Frequently asked questions

What is percent-encoding and why does it exist?+
URLs can only contain a limited set of ASCII characters defined in RFC 3986. Characters outside that set (spaces, Unicode, symbols like #, &, =) must be represented as a percent sign followed by two hex digits: space becomes %20, # becomes %23. This encoding is called percent-encoding. It exists because URLs travel through systems (proxies, routers, browsers) that interpret special characters as URL structure, not data.
What is the difference between encodeURI and encodeURIComponent?+
encodeURI encodes a complete URL and leaves characters that are valid in a URL structure untouched: /, :, ?, #, &, =, @, +, and more. Use it when you have a full URL and only want to escape the obviously illegal characters. encodeURIComponent encodes a single component (a query parameter value, a path segment) and encodes nearly everything including /, ?, and &. Use it for any value you are inserting into a URL, not the whole URL itself. This tool uses encodeURIComponent, which is the right choice 95% of the time.
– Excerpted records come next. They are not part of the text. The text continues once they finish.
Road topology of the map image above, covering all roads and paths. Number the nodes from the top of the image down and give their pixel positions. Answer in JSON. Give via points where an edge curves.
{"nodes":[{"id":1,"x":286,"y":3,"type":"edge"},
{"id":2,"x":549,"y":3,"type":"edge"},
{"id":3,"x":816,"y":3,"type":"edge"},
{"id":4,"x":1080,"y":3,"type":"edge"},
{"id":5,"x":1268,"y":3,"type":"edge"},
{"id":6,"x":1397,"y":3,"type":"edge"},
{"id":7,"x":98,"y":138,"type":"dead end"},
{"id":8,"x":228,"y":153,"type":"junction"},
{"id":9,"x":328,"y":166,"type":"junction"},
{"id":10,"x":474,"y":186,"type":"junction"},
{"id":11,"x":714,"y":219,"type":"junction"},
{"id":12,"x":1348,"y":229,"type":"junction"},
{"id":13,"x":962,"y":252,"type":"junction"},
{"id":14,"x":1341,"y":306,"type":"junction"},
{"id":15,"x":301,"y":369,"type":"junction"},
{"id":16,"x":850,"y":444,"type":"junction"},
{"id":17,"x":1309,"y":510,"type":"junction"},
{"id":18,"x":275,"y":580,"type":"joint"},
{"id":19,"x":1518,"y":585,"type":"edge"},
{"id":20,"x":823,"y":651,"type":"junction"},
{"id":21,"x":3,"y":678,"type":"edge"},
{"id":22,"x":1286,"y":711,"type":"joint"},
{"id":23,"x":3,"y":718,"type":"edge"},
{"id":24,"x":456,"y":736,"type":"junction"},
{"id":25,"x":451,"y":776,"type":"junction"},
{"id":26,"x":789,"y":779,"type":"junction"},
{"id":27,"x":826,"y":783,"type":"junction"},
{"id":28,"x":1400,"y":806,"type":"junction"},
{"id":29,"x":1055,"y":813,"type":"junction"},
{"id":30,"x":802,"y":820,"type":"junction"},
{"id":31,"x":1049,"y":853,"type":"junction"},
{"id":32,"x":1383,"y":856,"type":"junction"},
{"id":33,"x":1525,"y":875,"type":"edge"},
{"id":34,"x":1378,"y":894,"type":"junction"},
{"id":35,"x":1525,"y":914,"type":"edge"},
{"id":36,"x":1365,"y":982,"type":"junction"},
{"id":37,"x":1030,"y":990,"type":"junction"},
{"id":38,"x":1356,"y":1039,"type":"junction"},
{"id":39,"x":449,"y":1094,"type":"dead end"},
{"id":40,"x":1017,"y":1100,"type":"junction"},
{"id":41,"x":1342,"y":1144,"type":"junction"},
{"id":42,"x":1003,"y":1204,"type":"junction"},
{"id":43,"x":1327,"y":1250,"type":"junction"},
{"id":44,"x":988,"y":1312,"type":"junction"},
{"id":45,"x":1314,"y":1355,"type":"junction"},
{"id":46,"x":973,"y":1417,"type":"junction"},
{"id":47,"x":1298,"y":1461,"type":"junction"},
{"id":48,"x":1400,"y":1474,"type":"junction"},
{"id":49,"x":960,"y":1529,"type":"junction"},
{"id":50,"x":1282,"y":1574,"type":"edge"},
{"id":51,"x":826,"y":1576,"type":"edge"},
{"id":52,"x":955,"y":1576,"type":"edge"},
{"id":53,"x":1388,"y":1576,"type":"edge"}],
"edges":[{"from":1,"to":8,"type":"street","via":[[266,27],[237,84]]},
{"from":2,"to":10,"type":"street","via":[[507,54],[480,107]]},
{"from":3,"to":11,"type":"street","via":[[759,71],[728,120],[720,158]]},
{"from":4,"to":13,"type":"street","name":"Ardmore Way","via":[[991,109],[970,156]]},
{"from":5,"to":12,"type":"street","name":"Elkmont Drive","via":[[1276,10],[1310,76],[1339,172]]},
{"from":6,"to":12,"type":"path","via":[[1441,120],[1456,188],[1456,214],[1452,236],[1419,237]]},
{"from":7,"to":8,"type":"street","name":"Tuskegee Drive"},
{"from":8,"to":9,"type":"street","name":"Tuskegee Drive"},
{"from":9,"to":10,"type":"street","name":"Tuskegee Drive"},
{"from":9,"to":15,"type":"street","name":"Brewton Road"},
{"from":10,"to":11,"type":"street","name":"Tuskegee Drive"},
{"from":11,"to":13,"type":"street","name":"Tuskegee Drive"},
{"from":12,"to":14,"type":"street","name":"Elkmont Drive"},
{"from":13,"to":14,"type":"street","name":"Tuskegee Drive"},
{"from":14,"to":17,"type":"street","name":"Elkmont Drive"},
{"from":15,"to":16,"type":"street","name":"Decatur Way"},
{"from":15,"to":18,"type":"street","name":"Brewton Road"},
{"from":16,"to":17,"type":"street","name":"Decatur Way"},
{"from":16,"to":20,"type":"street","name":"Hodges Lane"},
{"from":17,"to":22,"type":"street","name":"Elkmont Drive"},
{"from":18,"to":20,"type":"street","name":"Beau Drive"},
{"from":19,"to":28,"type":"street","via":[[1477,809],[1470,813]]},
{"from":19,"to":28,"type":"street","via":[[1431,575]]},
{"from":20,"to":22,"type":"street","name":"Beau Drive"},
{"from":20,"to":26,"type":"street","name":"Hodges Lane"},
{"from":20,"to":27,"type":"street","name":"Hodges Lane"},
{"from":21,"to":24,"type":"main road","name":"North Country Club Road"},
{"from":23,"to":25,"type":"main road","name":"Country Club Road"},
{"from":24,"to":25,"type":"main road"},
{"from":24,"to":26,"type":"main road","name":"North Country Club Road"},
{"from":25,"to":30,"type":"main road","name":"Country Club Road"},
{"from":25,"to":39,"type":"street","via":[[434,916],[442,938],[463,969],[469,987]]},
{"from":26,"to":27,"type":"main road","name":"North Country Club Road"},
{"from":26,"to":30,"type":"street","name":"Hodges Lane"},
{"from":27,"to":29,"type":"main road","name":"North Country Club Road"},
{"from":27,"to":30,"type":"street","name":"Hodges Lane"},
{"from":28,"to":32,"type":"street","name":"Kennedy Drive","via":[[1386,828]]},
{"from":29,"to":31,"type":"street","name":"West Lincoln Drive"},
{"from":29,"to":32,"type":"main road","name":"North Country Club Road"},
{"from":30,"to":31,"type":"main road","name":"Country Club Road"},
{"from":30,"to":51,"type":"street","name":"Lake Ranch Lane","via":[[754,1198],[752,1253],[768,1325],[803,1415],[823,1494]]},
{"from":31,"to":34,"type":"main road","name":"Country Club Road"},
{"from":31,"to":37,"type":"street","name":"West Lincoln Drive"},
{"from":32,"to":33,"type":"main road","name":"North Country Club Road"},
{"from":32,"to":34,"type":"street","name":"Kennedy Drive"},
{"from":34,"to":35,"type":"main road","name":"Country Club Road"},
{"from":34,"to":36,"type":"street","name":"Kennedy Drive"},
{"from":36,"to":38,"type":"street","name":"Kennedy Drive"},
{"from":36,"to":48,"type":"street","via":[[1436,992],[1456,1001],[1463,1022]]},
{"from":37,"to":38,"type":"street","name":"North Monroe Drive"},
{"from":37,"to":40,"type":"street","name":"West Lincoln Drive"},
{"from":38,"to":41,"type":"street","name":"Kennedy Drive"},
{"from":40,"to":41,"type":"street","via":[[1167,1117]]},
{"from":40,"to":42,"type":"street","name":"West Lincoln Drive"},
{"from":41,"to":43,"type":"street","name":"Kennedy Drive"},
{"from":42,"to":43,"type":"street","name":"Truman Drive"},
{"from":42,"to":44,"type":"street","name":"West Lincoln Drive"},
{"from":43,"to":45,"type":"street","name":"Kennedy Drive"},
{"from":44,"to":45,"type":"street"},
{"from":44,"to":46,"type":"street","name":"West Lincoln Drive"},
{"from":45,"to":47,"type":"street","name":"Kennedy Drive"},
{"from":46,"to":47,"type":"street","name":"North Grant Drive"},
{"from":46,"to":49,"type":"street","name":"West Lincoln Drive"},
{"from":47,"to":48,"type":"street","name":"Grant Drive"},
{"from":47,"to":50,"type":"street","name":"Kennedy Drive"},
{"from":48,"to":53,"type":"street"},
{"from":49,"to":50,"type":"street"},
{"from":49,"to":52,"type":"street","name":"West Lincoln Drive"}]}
Why does a space sometimes become + and sometimes %20?+
HTML forms with method="GET" serialize spaces as + in the query string (application/x-www-form-urlencoded format, defined by the HTML spec). URL path segments use %20 for spaces (RFC 3986). Both are technically correct in their respective contexts, but they are not interchangeable. If you paste a form query string into a URL path, + will be treated as a literal plus sign, not a space. encodeURIComponent always produces %20, which is safe everywhere.
What is double-encoding and why is it a bug?+
Double-encoding happens when you run percent-encoding on a string that is already encoded. The % in %20 itself gets encoded to %2520, so a space round-trips as %2520 instead of %20. The server then decodes it to %20 (literally) instead of a space. The fix: always encode raw values, never encode values that came from a URL or were already encoded. If you are unsure, decode first and then re-encode.
How do I encode a Chinese or Japanese character?+
Unicode characters are first UTF-8 encoded (each character becomes 1-4 bytes), then each byte is percent-encoded. The Chinese character for "middle" (中) is UTF-8 bytes E4 B8 AD, which encodes to %E4%B8%AD. encodeURIComponent handles this automatically in any modern browser or Node.js environment. This tool does the same, so you can paste any language input and get a valid percent-encoded output.
Which characters are safe in a URL without encoding?+
RFC 3986 defines unreserved characters that never need encoding: A-Z, a-z, 0-9, and the four symbols - _ . ~. These are safe in any URL component. Reserved characters (: / ? # [ ] @ ! $ & ' ( ) * + , ; =) carry structural meaning and must be encoded if you intend them as data, not URL syntax. Everything else, including spaces and non-ASCII, must be percent-encoded.